Andrews juga menekankan jika banyak orang ditangkap hanya karena persoalan bersuara, yang dimana hal ini juga merupakan hak mereka. Parahnya, ia mengungkapkan beberapa tahanan telah disiksa dan diserang secara seksual, sementara beberapa lainnya ada yang tertular COVID-19 dan meninggal.
“Junta membebaskan tahanan politik di Myanmar bukan karena perubahan hati, tetapi karena tekanan,” tulis Andrews melalui akun twitternya.
Lebih lanjut ia juga menggambarkan jika saat ini junta militer sedang mencari tiga hal, yakni uang, senjata dan legitimasi.
“Junta mencari tiga hal dari komunitas internasional, yakni uang, senjata dan legitimasi. Tekanan berkelanjutan di ketiga bidang adalah cara terbaik masyarakat internasional dapat mendukung rakyat Myanmar dalam melindungi hak asasi manusia mereka dan menyelamatkan negaranya.
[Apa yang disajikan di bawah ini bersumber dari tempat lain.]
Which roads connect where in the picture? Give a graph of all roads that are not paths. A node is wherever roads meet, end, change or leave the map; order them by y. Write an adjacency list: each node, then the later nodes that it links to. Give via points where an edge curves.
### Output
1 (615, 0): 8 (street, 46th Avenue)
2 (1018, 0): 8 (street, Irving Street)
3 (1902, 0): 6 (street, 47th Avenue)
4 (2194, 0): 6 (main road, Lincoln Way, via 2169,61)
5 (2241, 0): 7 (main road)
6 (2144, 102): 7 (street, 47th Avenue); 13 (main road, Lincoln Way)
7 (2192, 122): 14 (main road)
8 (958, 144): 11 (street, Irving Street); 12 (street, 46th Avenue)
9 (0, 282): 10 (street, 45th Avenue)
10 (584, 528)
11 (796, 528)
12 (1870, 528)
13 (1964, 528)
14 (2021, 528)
Tindakan junta menunjukkan bahwa, terlepas dari pernyataan mereka yang bertentangan, mereka tidak kebal terhadap tekanan,” tambahnya seperti yang dikutip dari Al Jazeera.
Hal yang sama, sesuai dari laporan yang tertera di reuters, jika pembebasan yang dilakukan junta militer Myanmar ini digambarkan oleh berbagai aktivis HAM sebagai “taktik” untuk kepentingannya dalam memperbaiki citra junta militer di kacamata internasional.
Apalagi setelah ASEAN mengambil langkah dengan tidak mengundang pemimpin junta militer, Min Aung Hlaing untuk menghadiri acara konferensi tingkat tinggi ASEAN.